◆ Task to complete
Look through the entries that follow and return each line that has the string "bottom".

◆ Exercise input
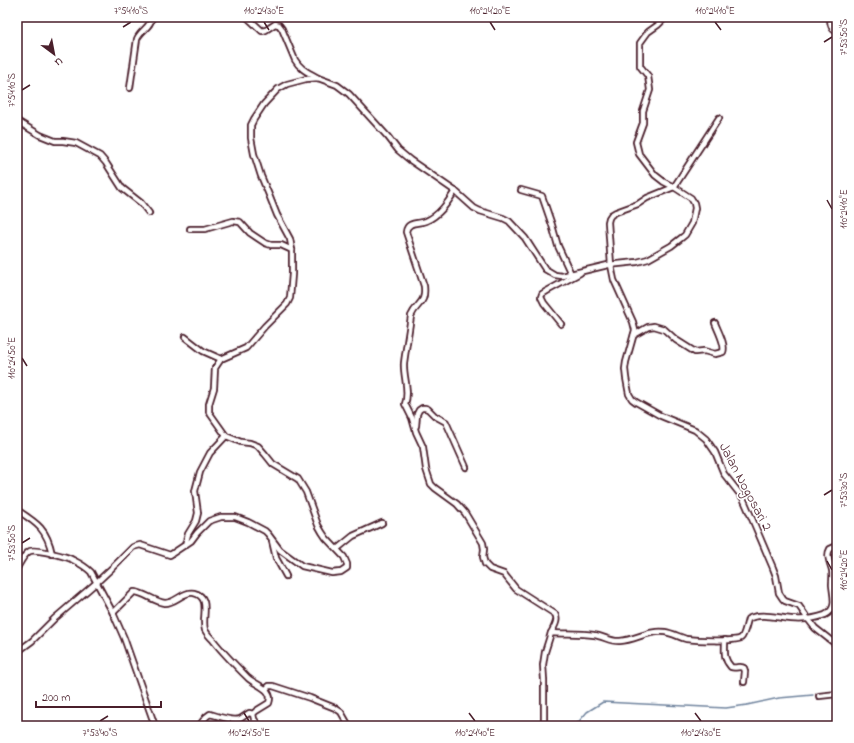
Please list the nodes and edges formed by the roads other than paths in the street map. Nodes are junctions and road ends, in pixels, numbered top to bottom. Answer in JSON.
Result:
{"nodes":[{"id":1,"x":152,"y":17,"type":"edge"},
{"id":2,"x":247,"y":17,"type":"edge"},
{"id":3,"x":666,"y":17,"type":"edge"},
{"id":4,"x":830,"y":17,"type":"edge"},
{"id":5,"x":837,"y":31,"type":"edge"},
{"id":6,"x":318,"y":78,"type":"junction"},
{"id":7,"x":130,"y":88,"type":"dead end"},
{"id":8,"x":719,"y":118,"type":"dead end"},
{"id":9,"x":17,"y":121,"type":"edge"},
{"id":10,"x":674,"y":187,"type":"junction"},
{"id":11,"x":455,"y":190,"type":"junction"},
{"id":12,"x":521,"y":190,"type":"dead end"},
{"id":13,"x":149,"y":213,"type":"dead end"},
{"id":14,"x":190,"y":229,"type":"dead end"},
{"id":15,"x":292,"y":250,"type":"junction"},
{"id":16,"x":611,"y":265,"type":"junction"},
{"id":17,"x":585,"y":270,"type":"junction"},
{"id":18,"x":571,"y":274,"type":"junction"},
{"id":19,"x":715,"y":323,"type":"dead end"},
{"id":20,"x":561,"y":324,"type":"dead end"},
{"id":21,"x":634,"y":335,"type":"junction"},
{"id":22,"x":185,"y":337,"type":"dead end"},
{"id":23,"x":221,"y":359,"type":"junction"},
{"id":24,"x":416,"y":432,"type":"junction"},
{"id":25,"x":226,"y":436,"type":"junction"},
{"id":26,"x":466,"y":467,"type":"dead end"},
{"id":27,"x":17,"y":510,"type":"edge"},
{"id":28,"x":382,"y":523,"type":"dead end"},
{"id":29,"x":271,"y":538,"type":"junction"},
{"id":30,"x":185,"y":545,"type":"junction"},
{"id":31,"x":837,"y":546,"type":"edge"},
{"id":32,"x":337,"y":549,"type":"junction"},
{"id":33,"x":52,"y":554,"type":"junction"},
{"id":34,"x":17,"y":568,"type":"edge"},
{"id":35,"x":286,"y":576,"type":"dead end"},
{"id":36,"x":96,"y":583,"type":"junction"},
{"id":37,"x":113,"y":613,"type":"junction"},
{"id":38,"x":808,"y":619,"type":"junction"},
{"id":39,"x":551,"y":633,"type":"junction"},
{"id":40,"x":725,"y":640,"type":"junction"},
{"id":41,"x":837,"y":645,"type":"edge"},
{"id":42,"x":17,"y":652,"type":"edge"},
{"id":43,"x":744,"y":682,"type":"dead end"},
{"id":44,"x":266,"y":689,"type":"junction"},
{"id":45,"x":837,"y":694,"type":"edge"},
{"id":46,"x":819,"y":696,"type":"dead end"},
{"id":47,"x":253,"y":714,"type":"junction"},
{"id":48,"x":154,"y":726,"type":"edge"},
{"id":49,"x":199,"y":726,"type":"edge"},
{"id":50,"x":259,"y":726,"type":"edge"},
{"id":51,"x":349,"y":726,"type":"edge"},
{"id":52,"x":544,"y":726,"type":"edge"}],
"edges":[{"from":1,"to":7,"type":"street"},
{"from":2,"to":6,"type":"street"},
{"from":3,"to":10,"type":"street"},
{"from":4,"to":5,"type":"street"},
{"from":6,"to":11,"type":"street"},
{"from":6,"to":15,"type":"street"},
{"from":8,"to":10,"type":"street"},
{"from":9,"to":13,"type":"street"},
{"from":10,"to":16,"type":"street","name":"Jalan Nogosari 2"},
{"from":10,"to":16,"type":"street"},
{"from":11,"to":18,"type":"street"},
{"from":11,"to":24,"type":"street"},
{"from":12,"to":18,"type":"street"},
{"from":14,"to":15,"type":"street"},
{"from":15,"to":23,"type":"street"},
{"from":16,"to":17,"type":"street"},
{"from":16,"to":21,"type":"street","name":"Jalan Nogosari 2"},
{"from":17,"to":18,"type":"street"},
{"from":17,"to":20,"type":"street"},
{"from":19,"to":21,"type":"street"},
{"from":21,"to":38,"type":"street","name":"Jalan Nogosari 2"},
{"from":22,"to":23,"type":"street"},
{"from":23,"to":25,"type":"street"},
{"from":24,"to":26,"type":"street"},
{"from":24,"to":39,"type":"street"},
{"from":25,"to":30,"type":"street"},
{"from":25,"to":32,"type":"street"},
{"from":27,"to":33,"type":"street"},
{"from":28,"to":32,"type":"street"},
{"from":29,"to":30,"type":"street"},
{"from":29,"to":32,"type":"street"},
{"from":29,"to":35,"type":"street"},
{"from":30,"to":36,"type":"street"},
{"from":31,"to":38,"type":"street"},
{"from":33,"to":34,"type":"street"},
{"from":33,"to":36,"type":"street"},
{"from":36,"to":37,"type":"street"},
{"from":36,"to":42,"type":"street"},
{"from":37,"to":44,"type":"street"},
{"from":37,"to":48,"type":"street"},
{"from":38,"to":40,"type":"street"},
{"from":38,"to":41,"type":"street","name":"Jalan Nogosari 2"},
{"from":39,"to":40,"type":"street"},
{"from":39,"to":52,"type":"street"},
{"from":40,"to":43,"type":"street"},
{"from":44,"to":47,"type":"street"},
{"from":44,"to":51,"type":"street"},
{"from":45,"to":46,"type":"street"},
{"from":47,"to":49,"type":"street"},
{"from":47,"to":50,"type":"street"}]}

...

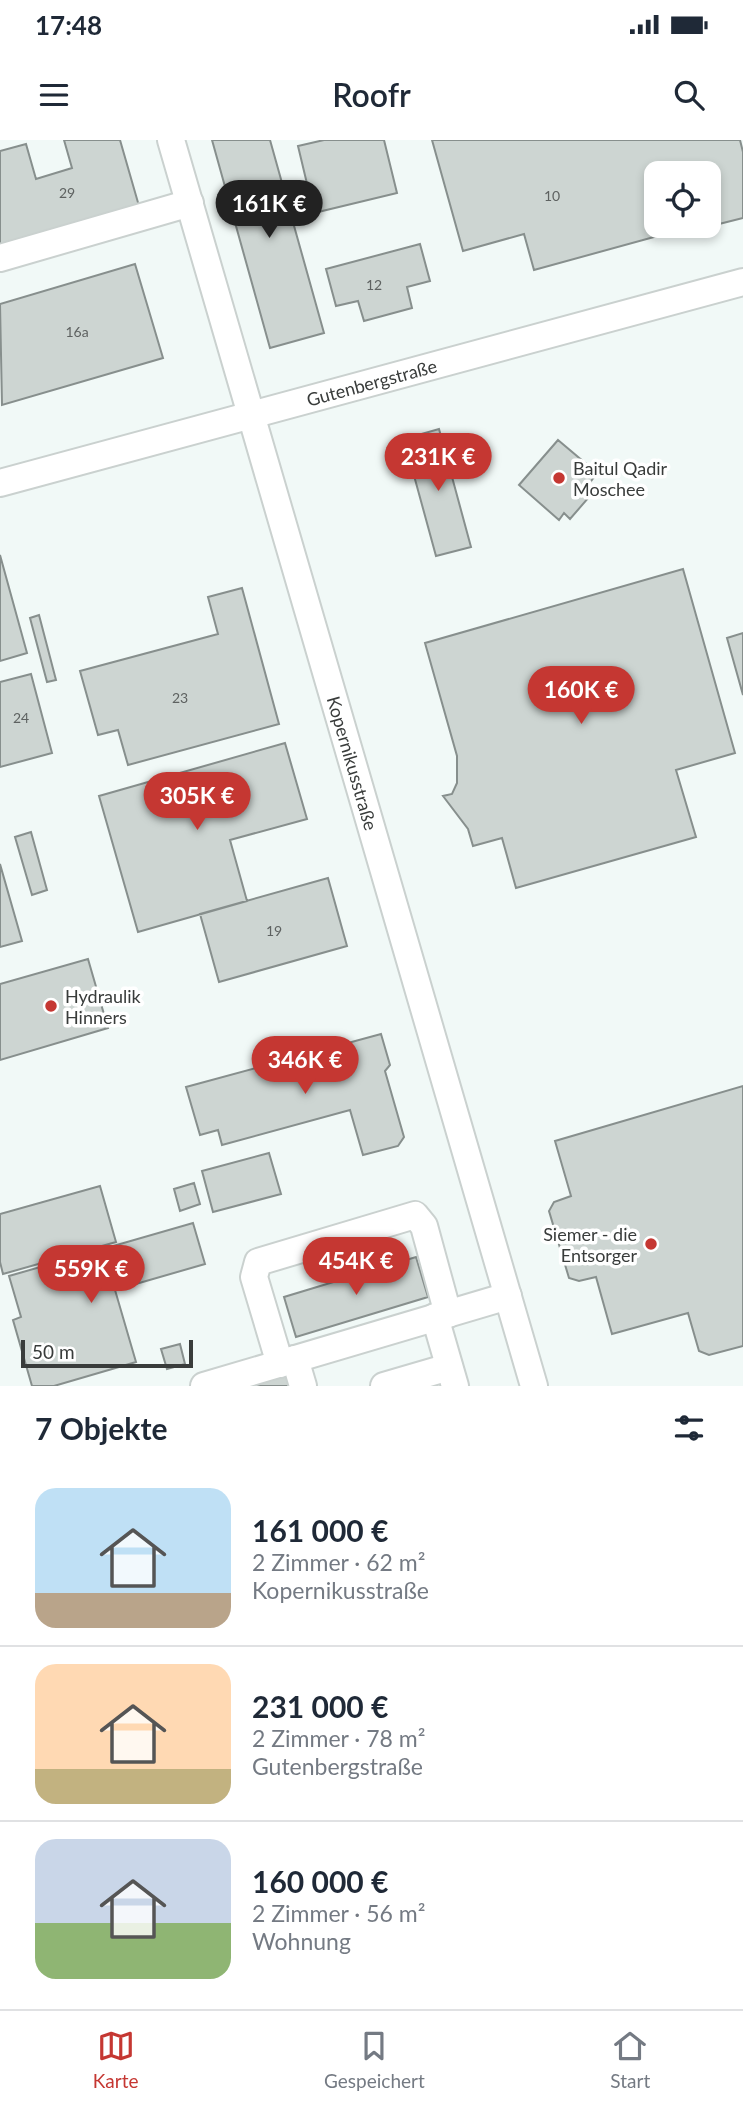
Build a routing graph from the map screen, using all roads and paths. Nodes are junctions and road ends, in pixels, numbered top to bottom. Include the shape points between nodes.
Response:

--

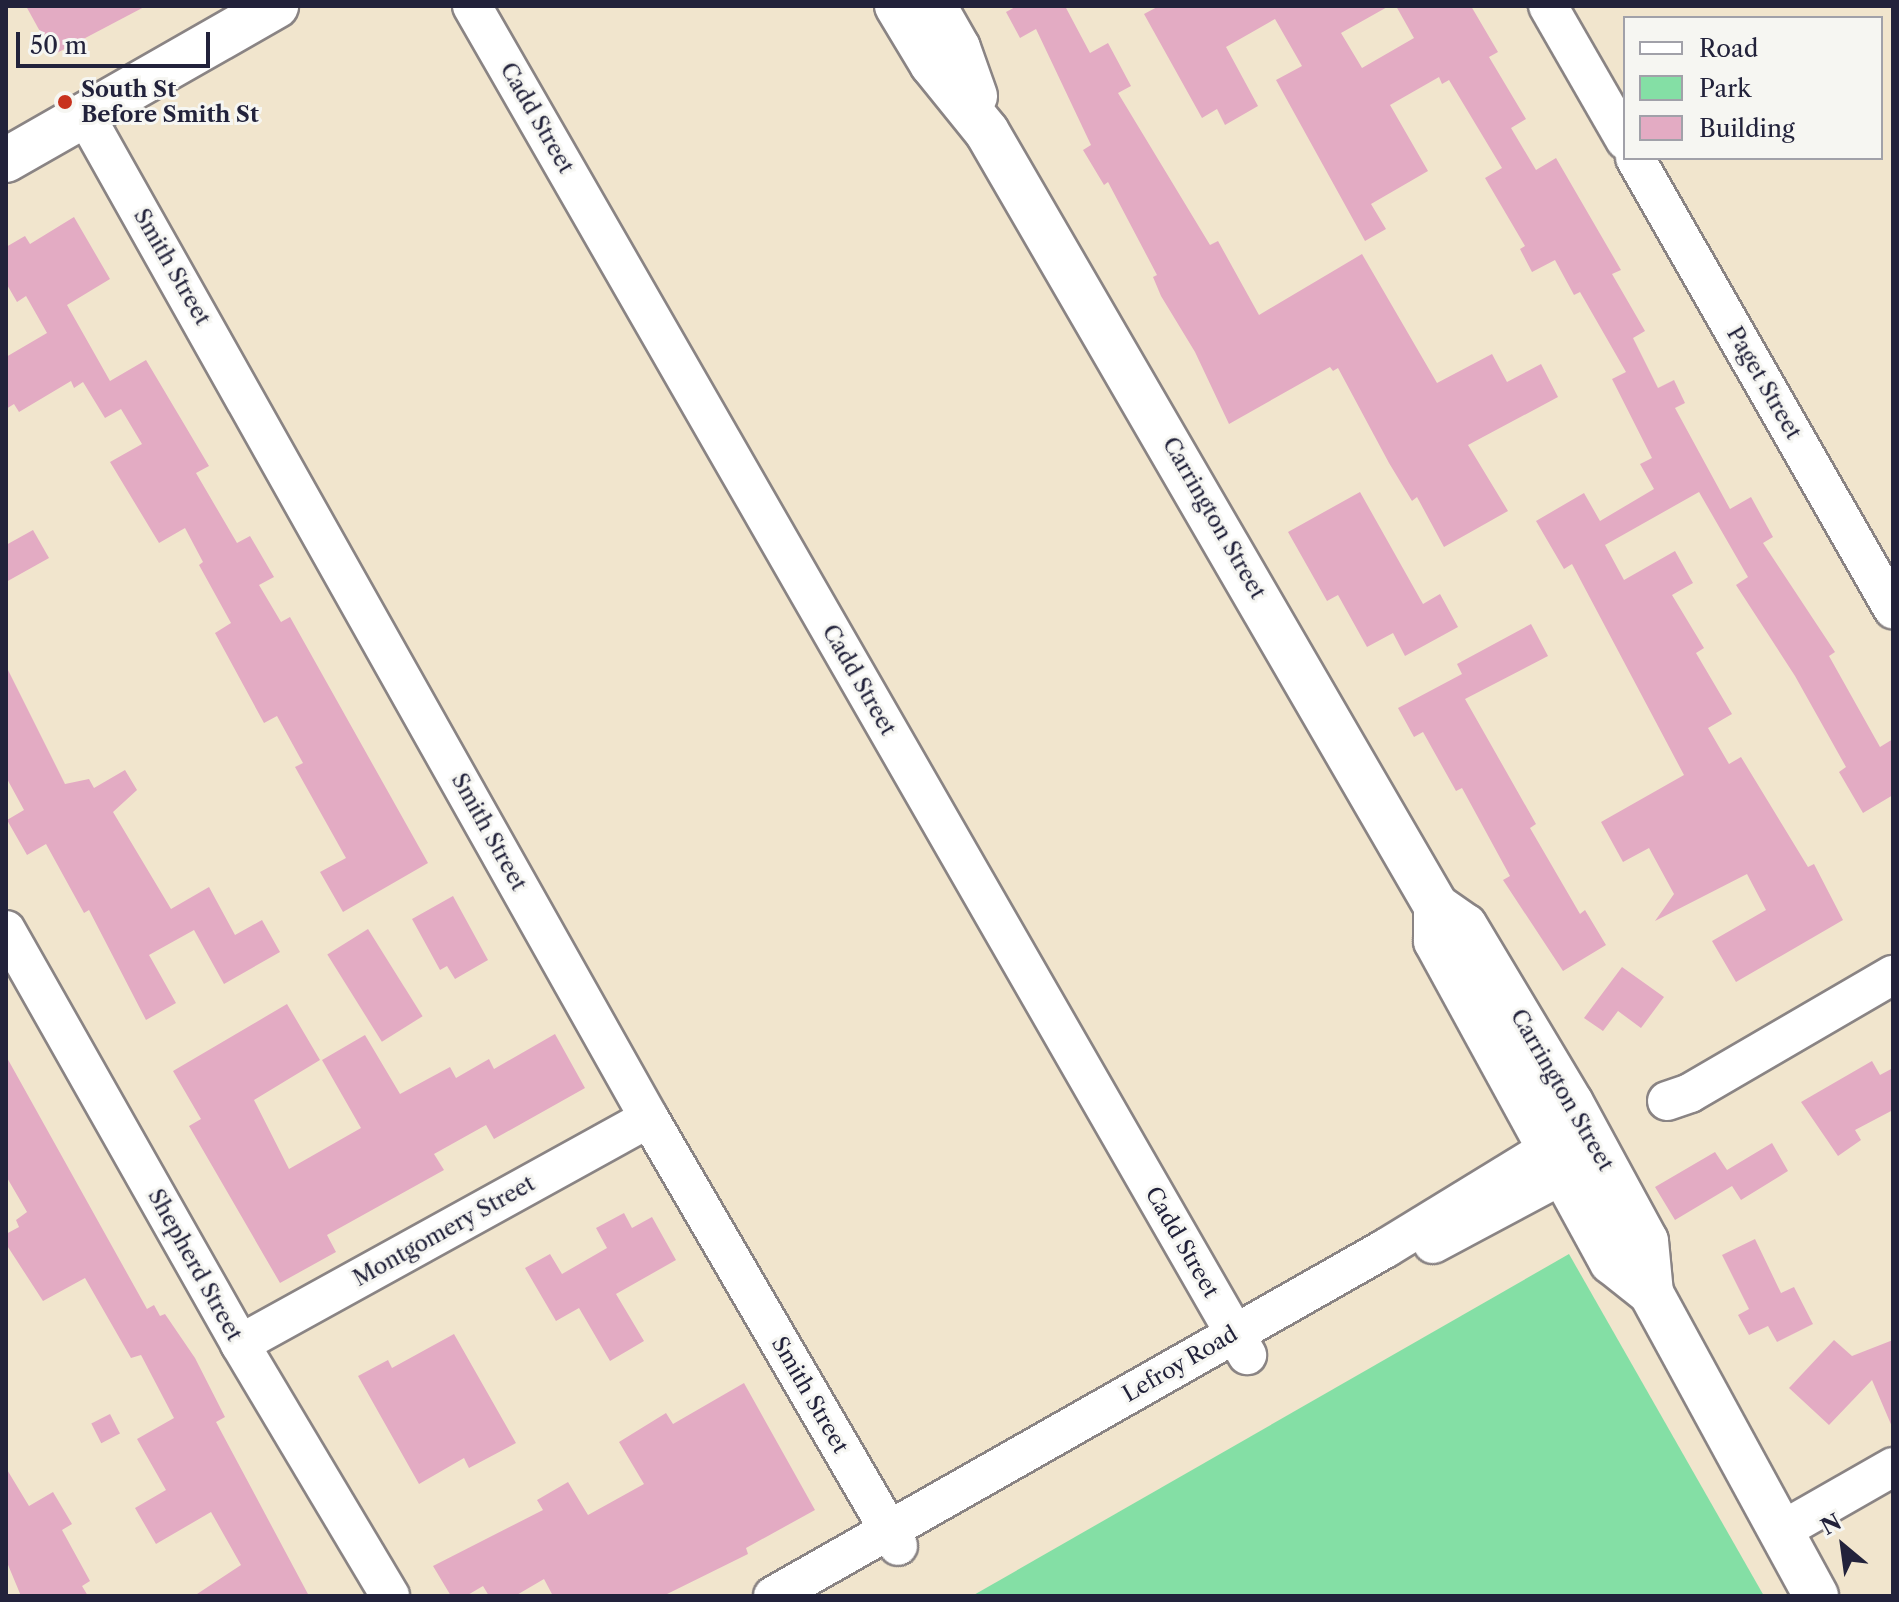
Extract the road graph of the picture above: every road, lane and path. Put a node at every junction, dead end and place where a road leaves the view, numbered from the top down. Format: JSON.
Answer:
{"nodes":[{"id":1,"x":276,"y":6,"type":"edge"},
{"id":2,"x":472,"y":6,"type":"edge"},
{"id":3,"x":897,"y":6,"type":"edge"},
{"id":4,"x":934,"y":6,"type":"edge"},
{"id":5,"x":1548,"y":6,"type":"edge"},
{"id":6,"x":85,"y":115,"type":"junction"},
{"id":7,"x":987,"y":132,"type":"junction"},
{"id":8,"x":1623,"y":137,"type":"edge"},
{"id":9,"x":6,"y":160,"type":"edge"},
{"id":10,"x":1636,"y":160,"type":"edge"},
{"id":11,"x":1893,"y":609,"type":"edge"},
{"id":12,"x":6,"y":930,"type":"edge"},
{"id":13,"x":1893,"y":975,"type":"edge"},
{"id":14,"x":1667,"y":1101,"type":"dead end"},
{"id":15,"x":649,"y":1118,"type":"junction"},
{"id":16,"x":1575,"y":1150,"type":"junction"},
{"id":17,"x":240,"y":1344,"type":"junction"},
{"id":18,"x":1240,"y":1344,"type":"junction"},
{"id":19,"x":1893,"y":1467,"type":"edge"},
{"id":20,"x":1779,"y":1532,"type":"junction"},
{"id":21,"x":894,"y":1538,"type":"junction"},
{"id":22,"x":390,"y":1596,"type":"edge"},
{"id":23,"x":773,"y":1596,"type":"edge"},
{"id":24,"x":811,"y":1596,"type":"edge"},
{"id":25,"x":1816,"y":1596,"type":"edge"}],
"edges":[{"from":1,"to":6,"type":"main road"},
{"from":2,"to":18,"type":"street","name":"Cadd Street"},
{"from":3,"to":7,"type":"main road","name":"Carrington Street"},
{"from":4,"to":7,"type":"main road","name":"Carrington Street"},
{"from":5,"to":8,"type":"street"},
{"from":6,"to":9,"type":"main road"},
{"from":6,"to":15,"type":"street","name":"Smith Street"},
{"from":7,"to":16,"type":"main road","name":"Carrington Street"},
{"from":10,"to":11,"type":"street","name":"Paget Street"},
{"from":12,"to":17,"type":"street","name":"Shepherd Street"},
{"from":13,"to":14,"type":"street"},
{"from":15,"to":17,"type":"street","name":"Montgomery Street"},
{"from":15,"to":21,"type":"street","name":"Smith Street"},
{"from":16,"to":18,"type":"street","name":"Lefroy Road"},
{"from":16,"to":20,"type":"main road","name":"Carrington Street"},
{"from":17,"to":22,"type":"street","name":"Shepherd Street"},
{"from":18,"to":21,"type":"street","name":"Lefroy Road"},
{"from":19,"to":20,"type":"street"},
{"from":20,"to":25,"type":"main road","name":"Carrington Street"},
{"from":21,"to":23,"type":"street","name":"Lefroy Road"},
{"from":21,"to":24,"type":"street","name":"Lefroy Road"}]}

◆ Task solution
Please list the nodes and edges formed by the roads other than paths in the street map. Nodes are junctions and road ends, in pixels, numbered top to bottom. Answer in JSON.
Build a routing graph from the map screen, using all roads and paths. Nodes are junctions and road ends, in pixels, numbered top to bottom. Include the shape points between nodes.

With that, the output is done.